----- ENTRIES PROVIDED -----

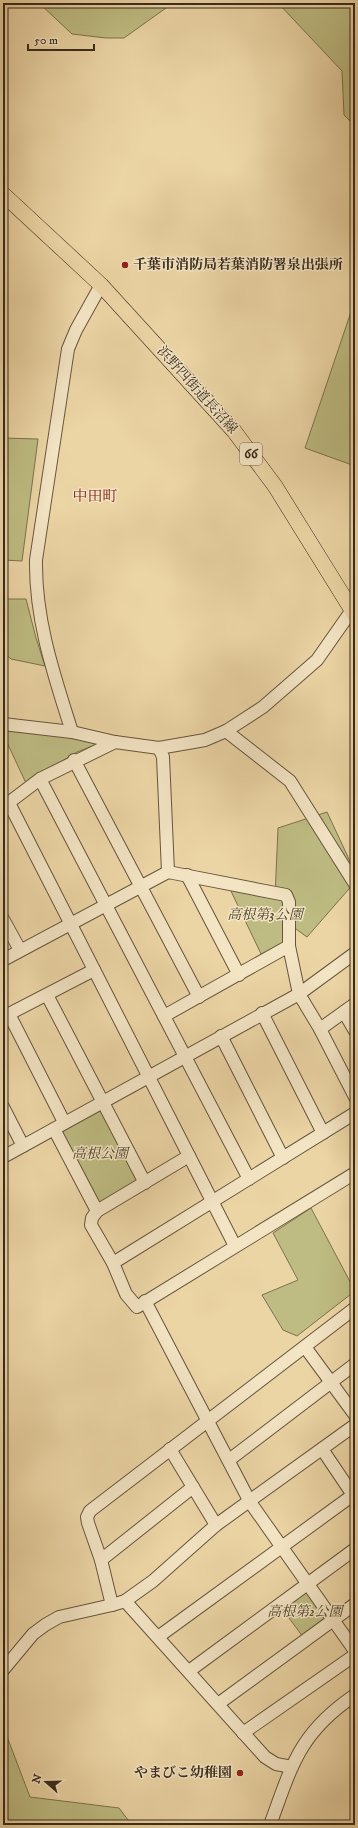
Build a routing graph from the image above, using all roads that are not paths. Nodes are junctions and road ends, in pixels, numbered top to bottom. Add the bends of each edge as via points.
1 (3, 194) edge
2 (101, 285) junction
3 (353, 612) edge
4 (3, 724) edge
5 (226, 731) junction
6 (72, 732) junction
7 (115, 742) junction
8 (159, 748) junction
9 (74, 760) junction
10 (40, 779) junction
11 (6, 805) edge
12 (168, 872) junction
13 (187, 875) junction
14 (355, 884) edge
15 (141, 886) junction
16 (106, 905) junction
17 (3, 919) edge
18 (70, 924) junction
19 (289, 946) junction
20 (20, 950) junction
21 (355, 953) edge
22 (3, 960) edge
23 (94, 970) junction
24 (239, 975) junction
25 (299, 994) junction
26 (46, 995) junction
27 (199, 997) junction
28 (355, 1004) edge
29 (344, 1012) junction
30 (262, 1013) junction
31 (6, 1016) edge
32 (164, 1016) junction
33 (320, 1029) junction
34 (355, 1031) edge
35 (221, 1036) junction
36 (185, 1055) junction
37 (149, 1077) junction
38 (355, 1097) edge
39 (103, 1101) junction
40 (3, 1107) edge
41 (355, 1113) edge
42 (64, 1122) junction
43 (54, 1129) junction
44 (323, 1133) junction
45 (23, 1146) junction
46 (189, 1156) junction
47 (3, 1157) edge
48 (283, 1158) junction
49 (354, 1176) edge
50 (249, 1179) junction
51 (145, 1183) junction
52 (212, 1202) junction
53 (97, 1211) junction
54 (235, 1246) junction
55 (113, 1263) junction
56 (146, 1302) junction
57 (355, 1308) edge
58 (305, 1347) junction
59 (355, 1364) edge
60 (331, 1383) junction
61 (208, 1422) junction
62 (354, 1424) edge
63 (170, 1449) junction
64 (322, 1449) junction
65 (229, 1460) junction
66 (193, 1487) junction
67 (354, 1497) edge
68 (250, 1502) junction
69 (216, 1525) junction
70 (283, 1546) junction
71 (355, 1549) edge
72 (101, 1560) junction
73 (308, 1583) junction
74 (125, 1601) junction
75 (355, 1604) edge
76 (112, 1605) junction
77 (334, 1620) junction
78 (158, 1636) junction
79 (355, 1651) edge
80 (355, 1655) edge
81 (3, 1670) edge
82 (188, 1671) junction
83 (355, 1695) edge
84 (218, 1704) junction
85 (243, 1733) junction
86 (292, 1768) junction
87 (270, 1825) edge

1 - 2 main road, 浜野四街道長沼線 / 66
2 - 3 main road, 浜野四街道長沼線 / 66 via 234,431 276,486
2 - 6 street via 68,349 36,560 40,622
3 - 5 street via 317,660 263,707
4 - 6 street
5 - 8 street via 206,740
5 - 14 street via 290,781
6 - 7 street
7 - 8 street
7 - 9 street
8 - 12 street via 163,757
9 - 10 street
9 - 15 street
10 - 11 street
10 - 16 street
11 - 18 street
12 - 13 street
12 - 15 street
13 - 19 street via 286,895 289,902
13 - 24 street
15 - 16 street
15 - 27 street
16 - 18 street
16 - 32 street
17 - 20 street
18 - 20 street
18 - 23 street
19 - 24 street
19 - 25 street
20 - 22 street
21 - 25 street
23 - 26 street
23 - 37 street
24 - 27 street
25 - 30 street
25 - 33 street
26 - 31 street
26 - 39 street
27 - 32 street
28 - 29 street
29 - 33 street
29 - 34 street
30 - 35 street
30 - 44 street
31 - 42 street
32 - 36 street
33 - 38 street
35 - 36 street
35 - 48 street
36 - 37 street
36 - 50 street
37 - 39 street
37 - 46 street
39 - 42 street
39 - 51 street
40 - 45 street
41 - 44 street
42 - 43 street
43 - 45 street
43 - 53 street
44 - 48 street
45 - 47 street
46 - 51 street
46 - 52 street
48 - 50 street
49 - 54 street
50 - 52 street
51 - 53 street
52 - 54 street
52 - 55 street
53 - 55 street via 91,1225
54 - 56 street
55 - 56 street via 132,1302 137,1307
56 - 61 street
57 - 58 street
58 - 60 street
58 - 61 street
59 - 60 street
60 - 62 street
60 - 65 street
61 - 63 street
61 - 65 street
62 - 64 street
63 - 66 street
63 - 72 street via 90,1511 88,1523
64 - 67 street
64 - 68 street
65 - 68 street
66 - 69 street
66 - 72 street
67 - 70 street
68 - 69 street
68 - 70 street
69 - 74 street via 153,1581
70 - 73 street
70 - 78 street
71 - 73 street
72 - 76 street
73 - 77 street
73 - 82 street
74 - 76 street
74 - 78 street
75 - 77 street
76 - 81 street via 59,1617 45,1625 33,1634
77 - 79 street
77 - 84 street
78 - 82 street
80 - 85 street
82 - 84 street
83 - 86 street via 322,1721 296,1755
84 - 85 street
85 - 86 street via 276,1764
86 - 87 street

-----
----- ENTRIES PROVIDED -----

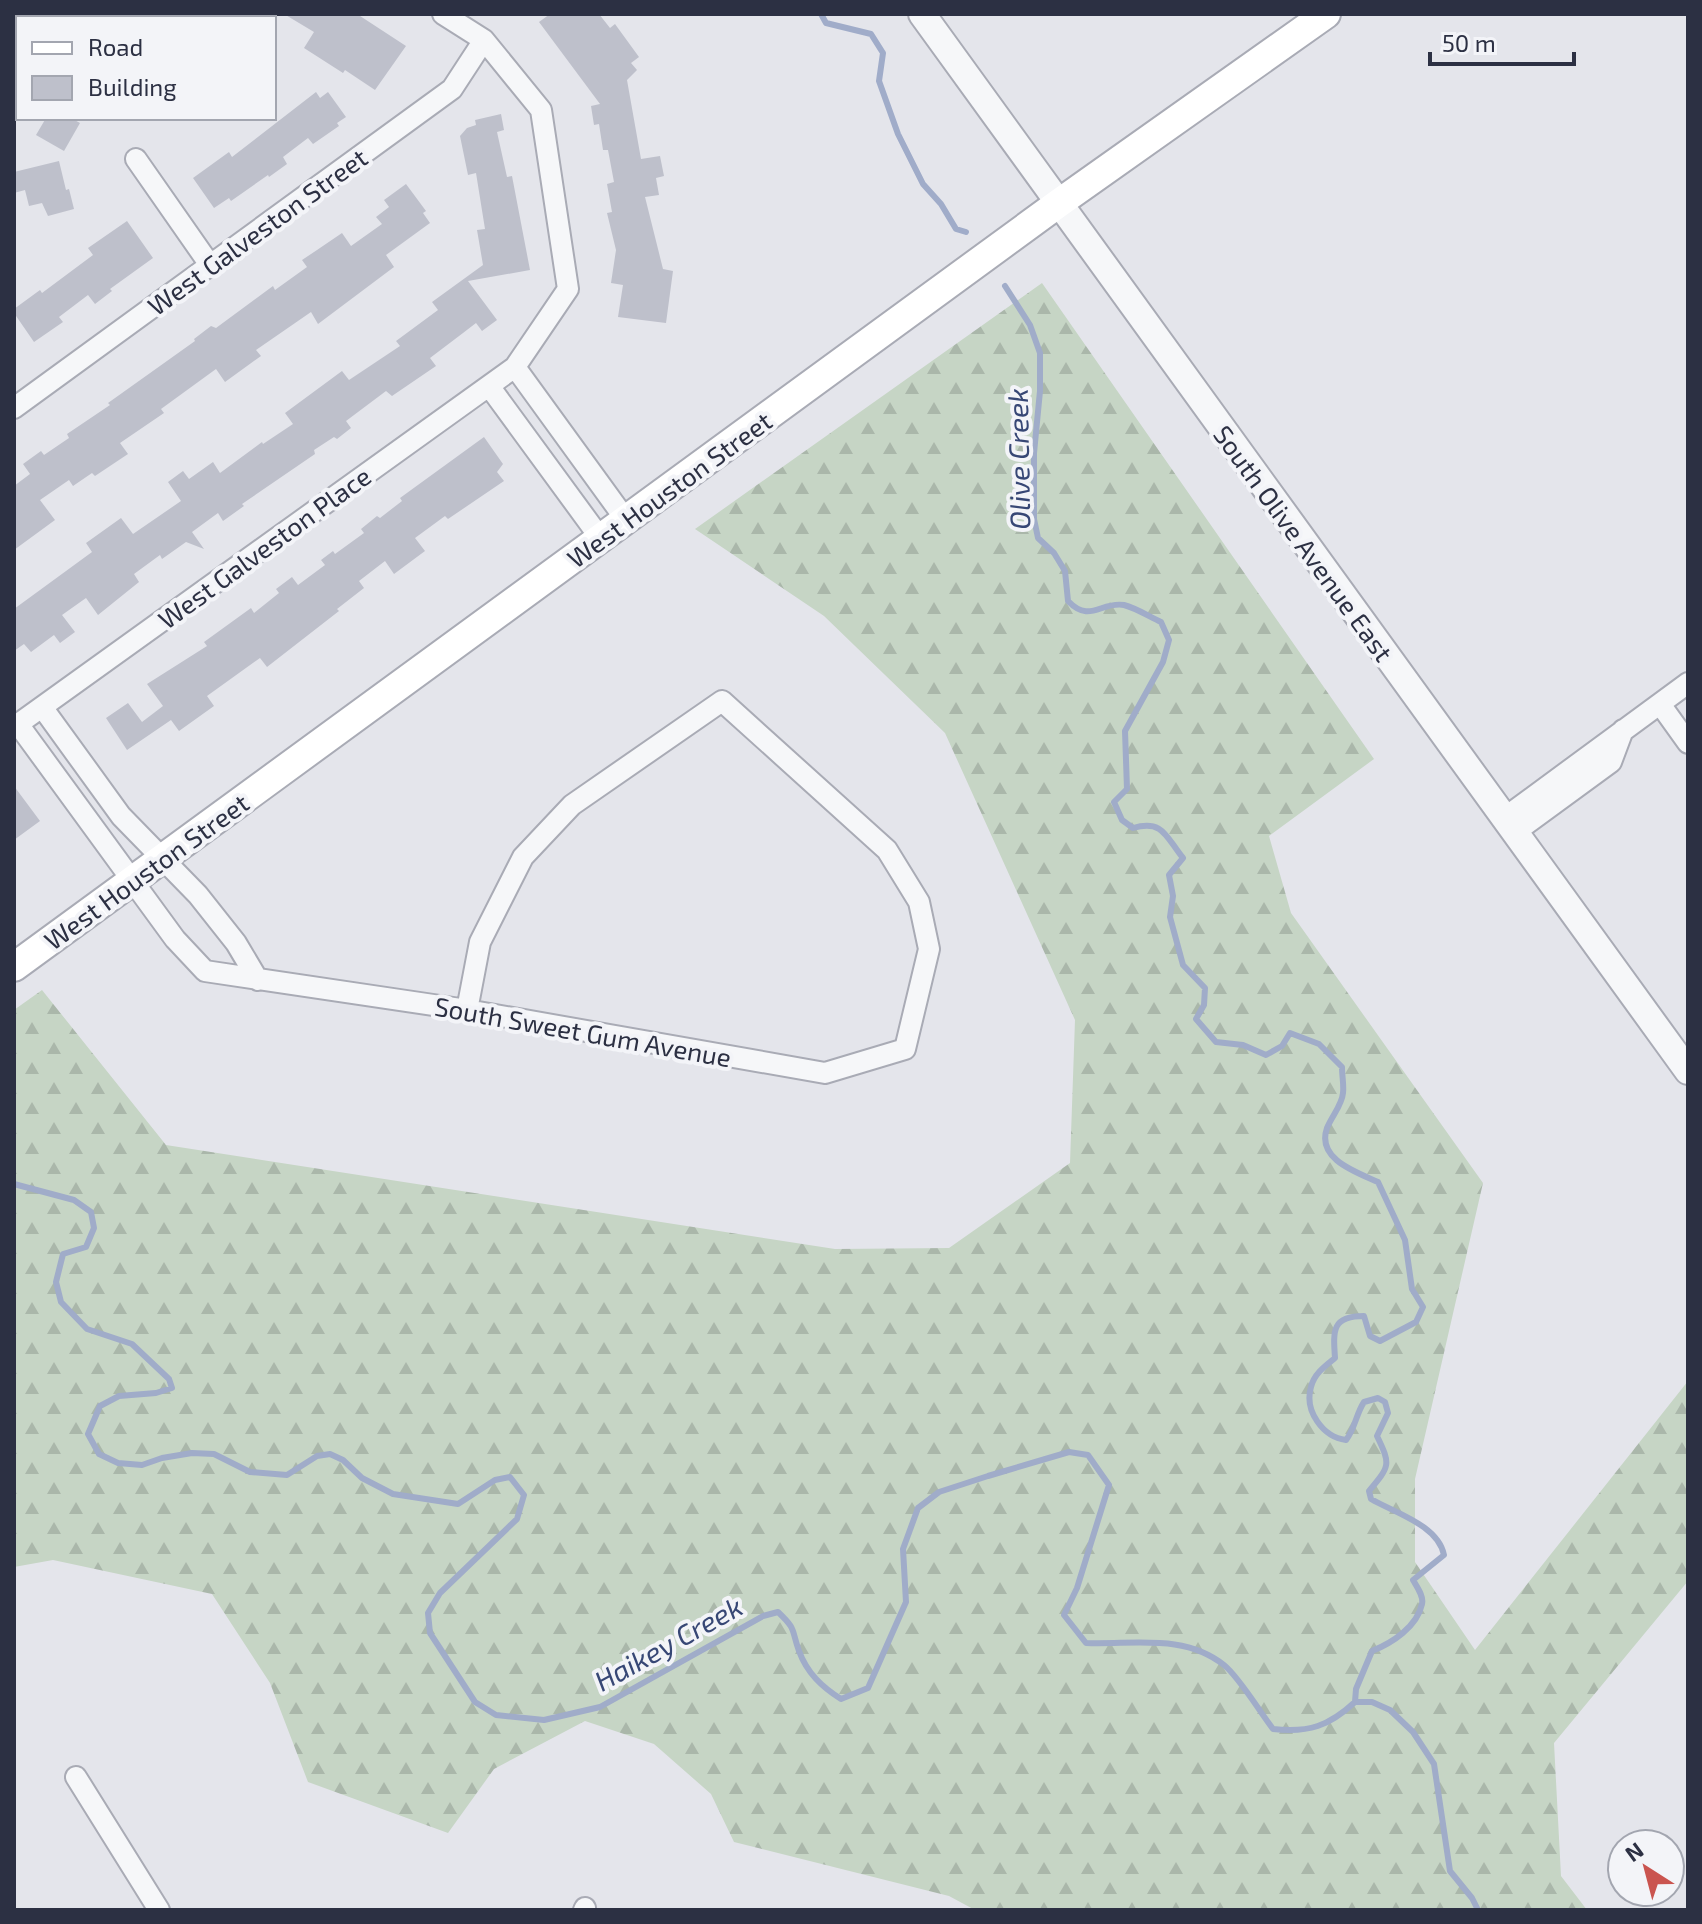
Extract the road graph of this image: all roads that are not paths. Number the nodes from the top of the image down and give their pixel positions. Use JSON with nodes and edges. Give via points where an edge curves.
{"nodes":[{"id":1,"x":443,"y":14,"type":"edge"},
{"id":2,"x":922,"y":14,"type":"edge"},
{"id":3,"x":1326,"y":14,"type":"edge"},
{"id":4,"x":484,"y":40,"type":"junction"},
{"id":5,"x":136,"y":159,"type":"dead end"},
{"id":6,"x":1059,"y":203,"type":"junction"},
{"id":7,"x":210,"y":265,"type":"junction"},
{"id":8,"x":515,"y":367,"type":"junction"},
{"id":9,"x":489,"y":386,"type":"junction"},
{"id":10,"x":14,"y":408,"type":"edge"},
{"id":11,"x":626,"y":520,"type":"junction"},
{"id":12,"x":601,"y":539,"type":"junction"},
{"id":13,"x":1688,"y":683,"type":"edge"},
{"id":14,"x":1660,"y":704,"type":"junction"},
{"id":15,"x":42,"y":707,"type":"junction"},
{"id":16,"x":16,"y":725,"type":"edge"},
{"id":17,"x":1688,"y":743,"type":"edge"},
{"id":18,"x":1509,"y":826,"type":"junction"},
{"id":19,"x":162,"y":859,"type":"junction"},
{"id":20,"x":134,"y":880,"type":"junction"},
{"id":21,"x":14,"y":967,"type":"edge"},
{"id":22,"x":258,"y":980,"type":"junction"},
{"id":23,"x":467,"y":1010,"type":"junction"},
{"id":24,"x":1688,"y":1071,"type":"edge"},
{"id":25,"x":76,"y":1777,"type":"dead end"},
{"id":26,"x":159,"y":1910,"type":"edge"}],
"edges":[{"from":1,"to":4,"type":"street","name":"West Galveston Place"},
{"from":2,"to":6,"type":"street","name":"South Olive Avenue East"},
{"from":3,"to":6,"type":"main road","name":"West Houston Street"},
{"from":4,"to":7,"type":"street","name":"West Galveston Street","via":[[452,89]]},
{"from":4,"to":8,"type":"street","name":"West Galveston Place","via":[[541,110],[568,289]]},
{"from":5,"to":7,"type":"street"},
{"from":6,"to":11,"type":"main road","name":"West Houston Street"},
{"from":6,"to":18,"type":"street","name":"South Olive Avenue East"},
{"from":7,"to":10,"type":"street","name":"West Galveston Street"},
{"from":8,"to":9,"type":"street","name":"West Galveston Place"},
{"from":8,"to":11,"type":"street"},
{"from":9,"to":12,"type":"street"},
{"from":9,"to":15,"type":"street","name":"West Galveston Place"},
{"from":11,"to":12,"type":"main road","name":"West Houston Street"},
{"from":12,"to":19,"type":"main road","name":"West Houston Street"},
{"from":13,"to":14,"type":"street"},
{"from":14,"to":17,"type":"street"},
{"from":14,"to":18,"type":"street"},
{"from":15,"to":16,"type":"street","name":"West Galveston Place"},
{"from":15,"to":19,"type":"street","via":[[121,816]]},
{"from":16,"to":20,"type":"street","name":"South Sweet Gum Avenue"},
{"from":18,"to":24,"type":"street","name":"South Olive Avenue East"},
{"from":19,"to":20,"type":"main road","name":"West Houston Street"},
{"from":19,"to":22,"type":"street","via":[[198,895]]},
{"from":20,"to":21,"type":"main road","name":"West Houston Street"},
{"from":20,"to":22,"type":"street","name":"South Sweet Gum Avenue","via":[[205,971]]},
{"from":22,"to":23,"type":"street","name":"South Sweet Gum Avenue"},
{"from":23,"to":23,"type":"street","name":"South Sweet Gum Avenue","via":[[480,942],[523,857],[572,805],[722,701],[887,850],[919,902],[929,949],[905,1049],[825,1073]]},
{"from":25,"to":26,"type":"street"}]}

-----

▶ _YOUR INSTRUCTIONS_: In the data above, how many lines contain the string "graph"? Answer with the number only.

▶ _EXERCISE ANSWER_: 2